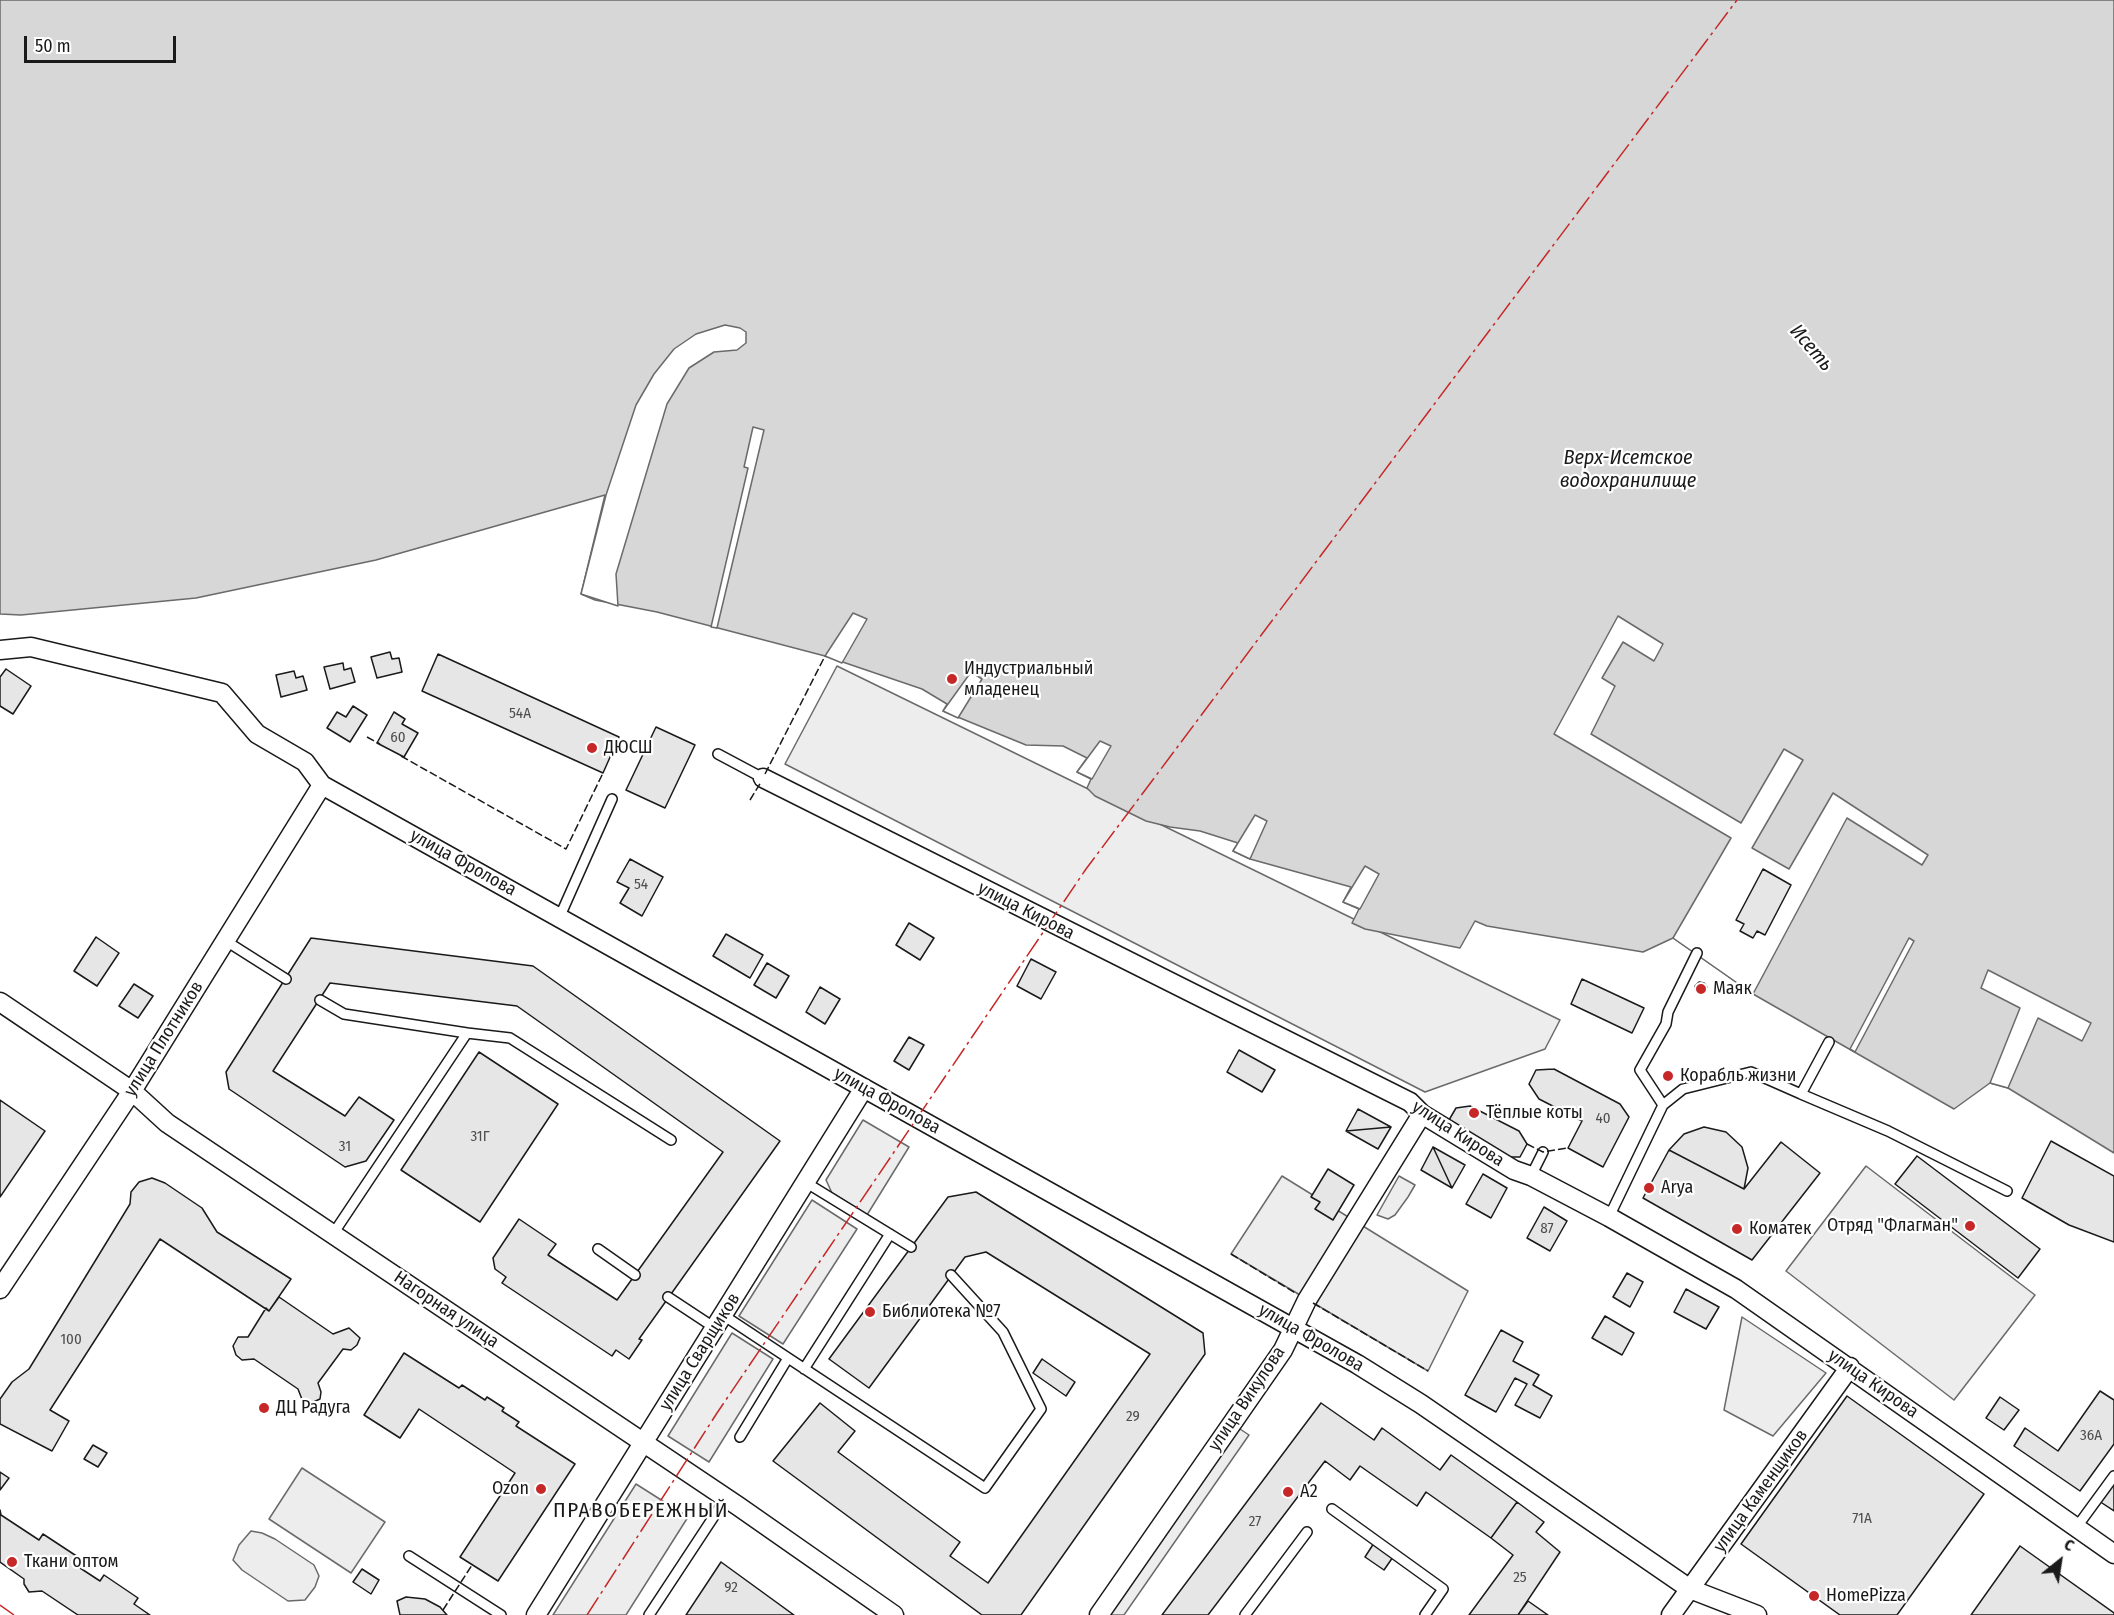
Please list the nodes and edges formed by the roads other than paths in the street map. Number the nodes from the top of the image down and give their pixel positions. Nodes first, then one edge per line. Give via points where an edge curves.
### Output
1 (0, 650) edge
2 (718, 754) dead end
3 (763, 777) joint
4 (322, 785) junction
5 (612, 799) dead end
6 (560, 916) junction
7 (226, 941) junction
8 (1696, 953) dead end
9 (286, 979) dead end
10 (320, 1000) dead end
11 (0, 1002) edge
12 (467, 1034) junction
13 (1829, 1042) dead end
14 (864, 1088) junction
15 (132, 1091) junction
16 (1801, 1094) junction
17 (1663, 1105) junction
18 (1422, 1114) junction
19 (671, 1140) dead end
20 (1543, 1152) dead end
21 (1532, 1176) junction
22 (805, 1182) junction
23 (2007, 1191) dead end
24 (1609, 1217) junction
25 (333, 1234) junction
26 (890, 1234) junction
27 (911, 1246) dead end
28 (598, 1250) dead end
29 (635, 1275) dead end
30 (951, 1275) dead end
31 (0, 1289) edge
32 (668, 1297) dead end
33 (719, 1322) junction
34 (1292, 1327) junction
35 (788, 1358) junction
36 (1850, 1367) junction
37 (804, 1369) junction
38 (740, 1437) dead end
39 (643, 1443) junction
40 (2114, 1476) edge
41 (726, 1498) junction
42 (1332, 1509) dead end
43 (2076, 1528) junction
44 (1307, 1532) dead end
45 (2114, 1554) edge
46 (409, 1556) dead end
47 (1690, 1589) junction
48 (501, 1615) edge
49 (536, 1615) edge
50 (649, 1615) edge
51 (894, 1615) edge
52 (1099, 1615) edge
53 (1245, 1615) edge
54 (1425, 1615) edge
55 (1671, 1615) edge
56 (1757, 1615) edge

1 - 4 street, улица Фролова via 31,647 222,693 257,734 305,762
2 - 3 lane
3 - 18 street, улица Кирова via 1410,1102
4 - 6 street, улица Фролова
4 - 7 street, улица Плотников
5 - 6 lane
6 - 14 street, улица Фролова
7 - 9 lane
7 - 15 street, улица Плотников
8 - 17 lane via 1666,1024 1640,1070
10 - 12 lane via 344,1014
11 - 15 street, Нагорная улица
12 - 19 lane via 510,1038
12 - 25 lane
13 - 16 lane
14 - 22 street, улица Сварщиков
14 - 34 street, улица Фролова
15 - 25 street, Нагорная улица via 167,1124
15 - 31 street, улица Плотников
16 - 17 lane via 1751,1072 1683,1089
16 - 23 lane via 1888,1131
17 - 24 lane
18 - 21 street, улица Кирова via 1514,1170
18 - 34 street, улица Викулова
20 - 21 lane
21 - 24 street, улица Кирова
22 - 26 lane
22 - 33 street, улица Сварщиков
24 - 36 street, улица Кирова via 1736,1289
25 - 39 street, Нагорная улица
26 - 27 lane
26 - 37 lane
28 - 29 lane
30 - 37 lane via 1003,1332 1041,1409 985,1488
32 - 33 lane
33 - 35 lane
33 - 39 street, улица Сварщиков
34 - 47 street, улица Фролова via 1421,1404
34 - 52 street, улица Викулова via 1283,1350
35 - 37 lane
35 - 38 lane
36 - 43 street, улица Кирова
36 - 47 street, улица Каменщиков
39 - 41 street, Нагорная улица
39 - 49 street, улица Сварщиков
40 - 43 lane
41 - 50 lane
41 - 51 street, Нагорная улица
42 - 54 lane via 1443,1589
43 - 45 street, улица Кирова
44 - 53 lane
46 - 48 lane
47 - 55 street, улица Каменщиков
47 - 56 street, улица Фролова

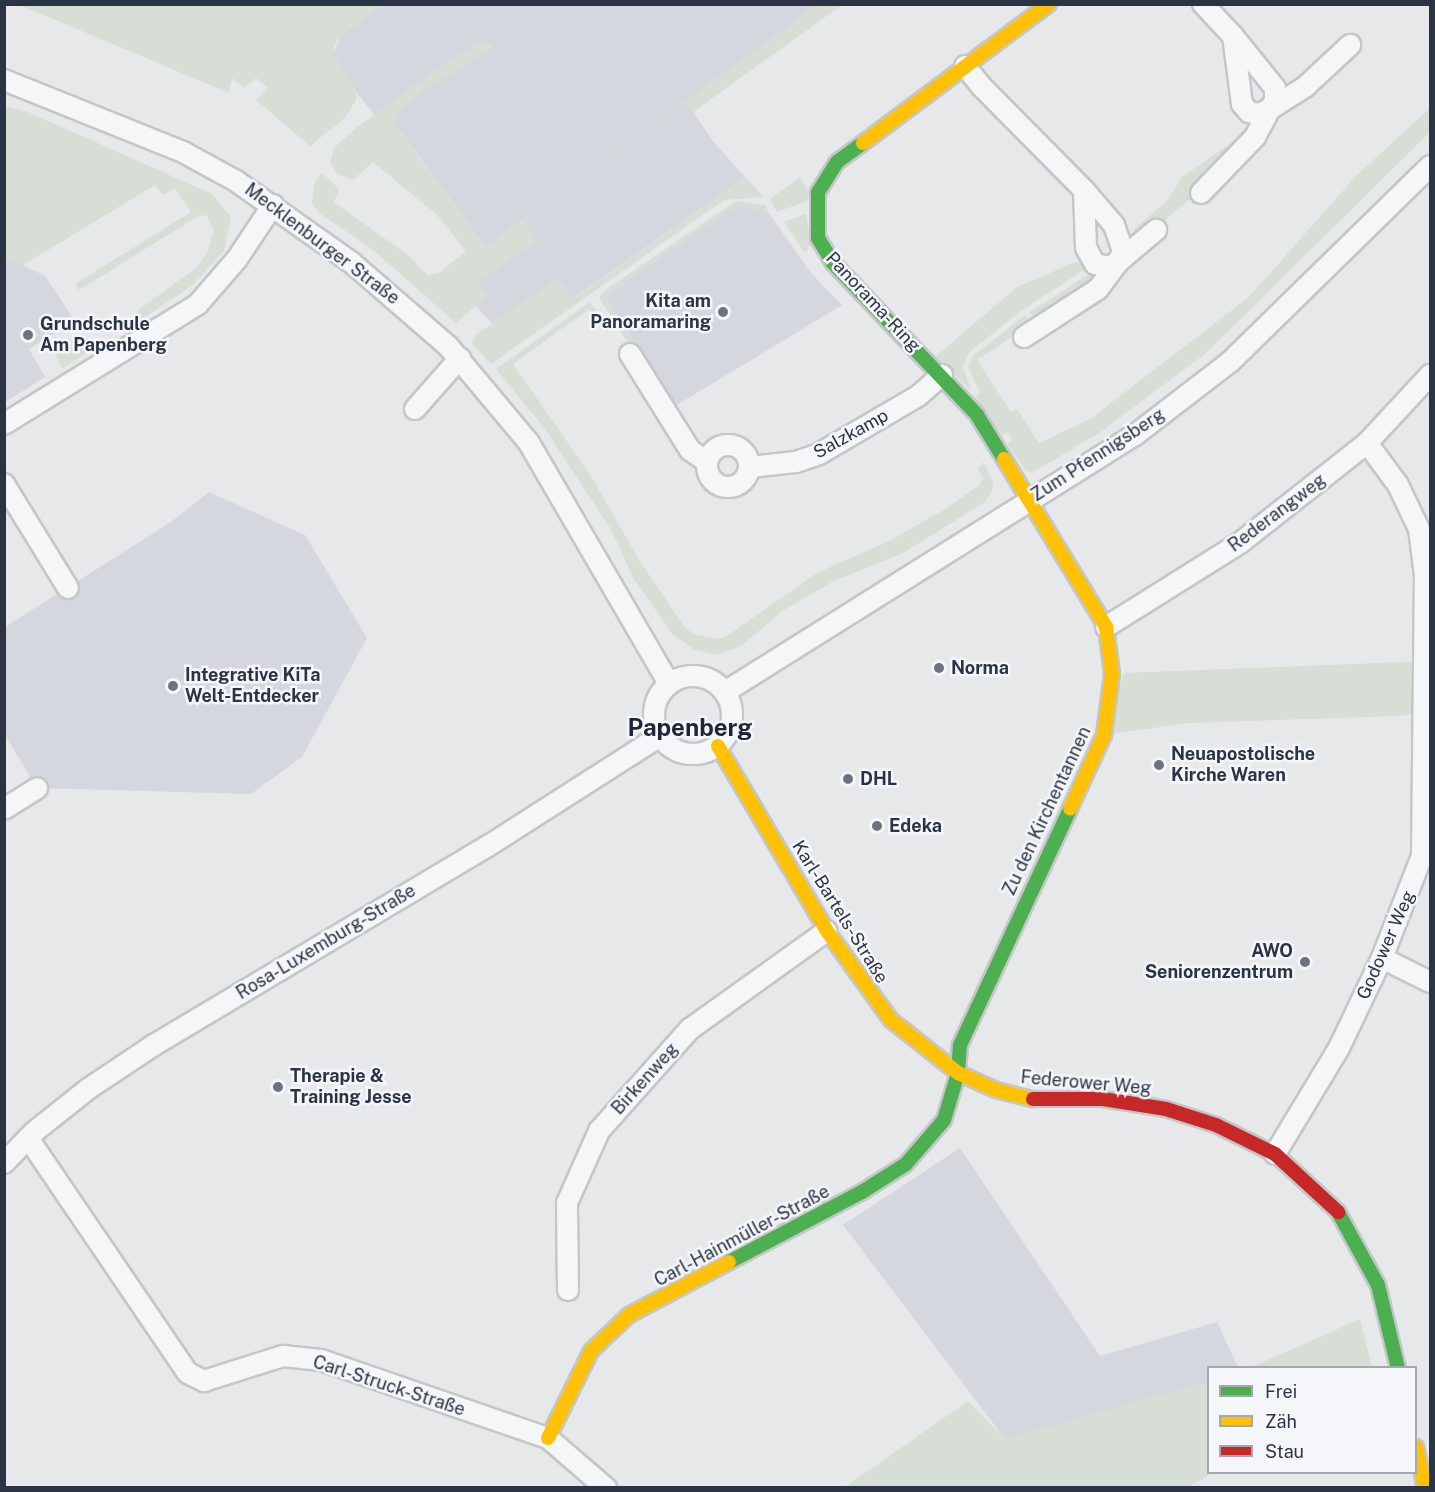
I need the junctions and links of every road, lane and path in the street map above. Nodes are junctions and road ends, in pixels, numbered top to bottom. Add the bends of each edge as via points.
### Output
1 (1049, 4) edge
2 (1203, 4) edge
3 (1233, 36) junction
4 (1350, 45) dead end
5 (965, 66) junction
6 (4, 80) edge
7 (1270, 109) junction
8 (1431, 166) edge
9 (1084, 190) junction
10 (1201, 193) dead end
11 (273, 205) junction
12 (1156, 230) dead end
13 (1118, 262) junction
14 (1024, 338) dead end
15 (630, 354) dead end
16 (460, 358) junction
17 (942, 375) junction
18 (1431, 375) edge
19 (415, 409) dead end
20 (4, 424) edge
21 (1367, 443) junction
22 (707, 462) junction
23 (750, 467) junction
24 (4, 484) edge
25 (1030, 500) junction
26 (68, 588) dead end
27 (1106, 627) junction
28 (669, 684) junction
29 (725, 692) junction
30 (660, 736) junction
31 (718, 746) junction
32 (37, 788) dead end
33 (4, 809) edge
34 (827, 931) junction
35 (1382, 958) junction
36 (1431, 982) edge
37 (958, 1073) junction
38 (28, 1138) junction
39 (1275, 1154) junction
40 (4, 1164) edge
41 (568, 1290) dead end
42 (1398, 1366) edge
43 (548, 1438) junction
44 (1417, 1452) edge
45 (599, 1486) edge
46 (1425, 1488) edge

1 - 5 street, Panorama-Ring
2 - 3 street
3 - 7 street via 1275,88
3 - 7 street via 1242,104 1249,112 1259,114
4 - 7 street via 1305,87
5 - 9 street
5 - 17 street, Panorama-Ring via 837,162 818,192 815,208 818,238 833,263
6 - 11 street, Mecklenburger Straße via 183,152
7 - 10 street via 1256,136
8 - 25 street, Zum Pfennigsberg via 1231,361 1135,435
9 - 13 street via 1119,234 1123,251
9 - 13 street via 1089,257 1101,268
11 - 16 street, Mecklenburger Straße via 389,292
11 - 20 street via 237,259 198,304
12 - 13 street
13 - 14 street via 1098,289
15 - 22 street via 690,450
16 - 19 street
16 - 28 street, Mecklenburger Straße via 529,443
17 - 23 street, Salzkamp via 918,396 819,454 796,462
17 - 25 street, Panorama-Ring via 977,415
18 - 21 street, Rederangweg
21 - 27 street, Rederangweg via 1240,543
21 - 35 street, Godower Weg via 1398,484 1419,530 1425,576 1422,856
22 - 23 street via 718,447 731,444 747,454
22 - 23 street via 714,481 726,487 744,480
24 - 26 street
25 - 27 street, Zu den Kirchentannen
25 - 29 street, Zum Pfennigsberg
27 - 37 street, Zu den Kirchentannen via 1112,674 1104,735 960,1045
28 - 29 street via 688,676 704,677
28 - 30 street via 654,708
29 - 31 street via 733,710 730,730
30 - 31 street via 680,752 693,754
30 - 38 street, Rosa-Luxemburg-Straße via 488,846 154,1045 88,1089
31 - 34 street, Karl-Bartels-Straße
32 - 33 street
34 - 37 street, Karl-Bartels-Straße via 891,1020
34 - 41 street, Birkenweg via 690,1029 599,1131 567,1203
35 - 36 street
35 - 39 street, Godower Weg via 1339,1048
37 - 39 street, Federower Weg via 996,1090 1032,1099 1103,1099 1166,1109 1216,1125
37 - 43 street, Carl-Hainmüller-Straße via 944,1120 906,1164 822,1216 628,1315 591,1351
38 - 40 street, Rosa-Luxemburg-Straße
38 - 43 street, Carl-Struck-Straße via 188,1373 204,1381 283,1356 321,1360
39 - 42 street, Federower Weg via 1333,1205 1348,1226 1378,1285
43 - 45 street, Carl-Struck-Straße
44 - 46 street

━━━━━━━━

* _Task statement_:
Set down the records in full and exactly. Do not carry over any image.

* _Finished task_:
Please list the nodes and edges formed by the roads other than paths in the street map. Number the nodes from the top of the image down and give their pixel positions. Nodes first, then one edge per line. Give via points where an edge curves.
### Output
1 (0, 650) edge
2 (718, 754) dead end
3 (763, 777) joint
4 (322, 785) junction
5 (612, 799) dead end
6 (560, 916) junction
7 (226, 941) junction
8 (1696, 953) dead end
9 (286, 979) dead end
10 (320, 1000) dead end
11 (0, 1002) edge
12 (467, 1034) junction
13 (1829, 1042) dead end
14 (864, 1088) junction
15 (132, 1091) junction
16 (1801, 1094) junction
17 (1663, 1105) junction
18 (1422, 1114) junction
19 (671, 1140) dead end
20 (1543, 1152) dead end
21 (1532, 1176) junction
22 (805, 1182) junction
23 (2007, 1191) dead end
24 (1609, 1217) junction
25 (333, 1234) junction
26 (890, 1234) junction
27 (911, 1246) dead end
28 (598, 1250) dead end
29 (635, 1275) dead end
30 (951, 1275) dead end
31 (0, 1289) edge
32 (668, 1297) dead end
33 (719, 1322) junction
34 (1292, 1327) junction
35 (788, 1358) junction
36 (1850, 1367) junction
37 (804, 1369) junction
38 (740, 1437) dead end
39 (643, 1443) junction
40 (2114, 1476) edge
41 (726, 1498) junction
42 (1332, 1509) dead end
43 (2076, 1528) junction
44 (1307, 1532) dead end
45 (2114, 1554) edge
46 (409, 1556) dead end
47 (1690, 1589) junction
48 (501, 1615) edge
49 (536, 1615) edge
50 (649, 1615) edge
51 (894, 1615) edge
52 (1099, 1615) edge
53 (1245, 1615) edge
54 (1425, 1615) edge
55 (1671, 1615) edge
56 (1757, 1615) edge

1 - 4 street, улица Фролова via 31,647 222,693 257,734 305,762
2 - 3 lane
3 - 18 street, улица Кирова via 1410,1102
4 - 6 street, улица Фролова
4 - 7 street, улица Плотников
5 - 6 lane
6 - 14 street, улица Фролова
7 - 9 lane
7 - 15 street, улица Плотников
8 - 17 lane via 1666,1024 1640,1070
10 - 12 lane via 344,1014
11 - 15 street, Нагорная улица
12 - 19 lane via 510,1038
12 - 25 lane
13 - 16 lane
14 - 22 street, улица Сварщиков
14 - 34 street, улица Фролова
15 - 25 street, Нагорная улица via 167,1124
15 - 31 street, улица Плотников
16 - 17 lane via 1751,1072 1683,1089
16 - 23 lane via 1888,1131
17 - 24 lane
18 - 21 street, улица Кирова via 1514,1170
18 - 34 street, улица Викулова
20 - 21 lane
21 - 24 street, улица Кирова
22 - 26 lane
22 - 33 street, улица Сварщиков
24 - 36 street, улица Кирова via 1736,1289
25 - 39 street, Нагорная улица
26 - 27 lane
26 - 37 lane
28 - 29 lane
30 - 37 lane via 1003,1332 1041,1409 985,1488
32 - 33 lane
33 - 35 lane
33 - 39 street, улица Сварщиков
34 - 47 street, улица Фролова via 1421,1404
34 - 52 street, улица Викулова via 1283,1350
35 - 37 lane
35 - 38 lane
36 - 43 street, улица Кирова
36 - 47 street, улица Каменщиков
39 - 41 street, Нагорная улица
39 - 49 street, улица Сварщиков
40 - 43 lane
41 - 50 lane
41 - 51 street, Нагорная улица
42 - 54 lane via 1443,1589
43 - 45 street, улица Кирова
44 - 53 lane
46 - 48 lane
47 - 55 street, улица Каменщиков
47 - 56 street, улица Фролова

I need the junctions and links of every road, lane and path in the street map above. Nodes are junctions and road ends, in pixels, numbered top to bottom. Add the bends of each edge as via points.
### Output
1 (1049, 4) edge
2 (1203, 4) edge
3 (1233, 36) junction
4 (1350, 45) dead end
5 (965, 66) junction
6 (4, 80) edge
7 (1270, 109) junction
8 (1431, 166) edge
9 (1084, 190) junction
10 (1201, 193) dead end
11 (273, 205) junction
12 (1156, 230) dead end
13 (1118, 262) junction
14 (1024, 338) dead end
15 (630, 354) dead end
16 (460, 358) junction
17 (942, 375) junction
18 (1431, 375) edge
19 (415, 409) dead end
20 (4, 424) edge
21 (1367, 443) junction
22 (707, 462) junction
23 (750, 467) junction
24 (4, 484) edge
25 (1030, 500) junction
26 (68, 588) dead end
27 (1106, 627) junction
28 (669, 684) junction
29 (725, 692) junction
30 (660, 736) junction
31 (718, 746) junction
32 (37, 788) dead end
33 (4, 809) edge
34 (827, 931) junction
35 (1382, 958) junction
36 (1431, 982) edge
37 (958, 1073) junction
38 (28, 1138) junction
39 (1275, 1154) junction
40 (4, 1164) edge
41 (568, 1290) dead end
42 (1398, 1366) edge
43 (548, 1438) junction
44 (1417, 1452) edge
45 (599, 1486) edge
46 (1425, 1488) edge

1 - 5 street, Panorama-Ring
2 - 3 street
3 - 7 street via 1275,88
3 - 7 street via 1242,104 1249,112 1259,114
4 - 7 street via 1305,87
5 - 9 street
5 - 17 street, Panorama-Ring via 837,162 818,192 815,208 818,238 833,263
6 - 11 street, Mecklenburger Straße via 183,152
7 - 10 street via 1256,136
8 - 25 street, Zum Pfennigsberg via 1231,361 1135,435
9 - 13 street via 1119,234 1123,251
9 - 13 street via 1089,257 1101,268
11 - 16 street, Mecklenburger Straße via 389,292
11 - 20 street via 237,259 198,304
12 - 13 street
13 - 14 street via 1098,289
15 - 22 street via 690,450
16 - 19 street
16 - 28 street, Mecklenburger Straße via 529,443
17 - 23 street, Salzkamp via 918,396 819,454 796,462
17 - 25 street, Panorama-Ring via 977,415
18 - 21 street, Rederangweg
21 - 27 street, Rederangweg via 1240,543
21 - 35 street, Godower Weg via 1398,484 1419,530 1425,576 1422,856
22 - 23 street via 718,447 731,444 747,454
22 - 23 street via 714,481 726,487 744,480
24 - 26 street
25 - 27 street, Zu den Kirchentannen
25 - 29 street, Zum Pfennigsberg
27 - 37 street, Zu den Kirchentannen via 1112,674 1104,735 960,1045
28 - 29 street via 688,676 704,677
28 - 30 street via 654,708
29 - 31 street via 733,710 730,730
30 - 31 street via 680,752 693,754
30 - 38 street, Rosa-Luxemburg-Straße via 488,846 154,1045 88,1089
31 - 34 street, Karl-Bartels-Straße
32 - 33 street
34 - 37 street, Karl-Bartels-Straße via 891,1020
34 - 41 street, Birkenweg via 690,1029 599,1131 567,1203
35 - 36 street
35 - 39 street, Godower Weg via 1339,1048
37 - 39 street, Federower Weg via 996,1090 1032,1099 1103,1099 1166,1109 1216,1125
37 - 43 street, Carl-Hainmüller-Straße via 944,1120 906,1164 822,1216 628,1315 591,1351
38 - 40 street, Rosa-Luxemburg-Straße
38 - 43 street, Carl-Struck-Straße via 188,1373 204,1381 283,1356 321,1360
39 - 42 street, Federower Weg via 1333,1205 1348,1226 1378,1285
43 - 45 street, Carl-Struck-Straße
44 - 46 street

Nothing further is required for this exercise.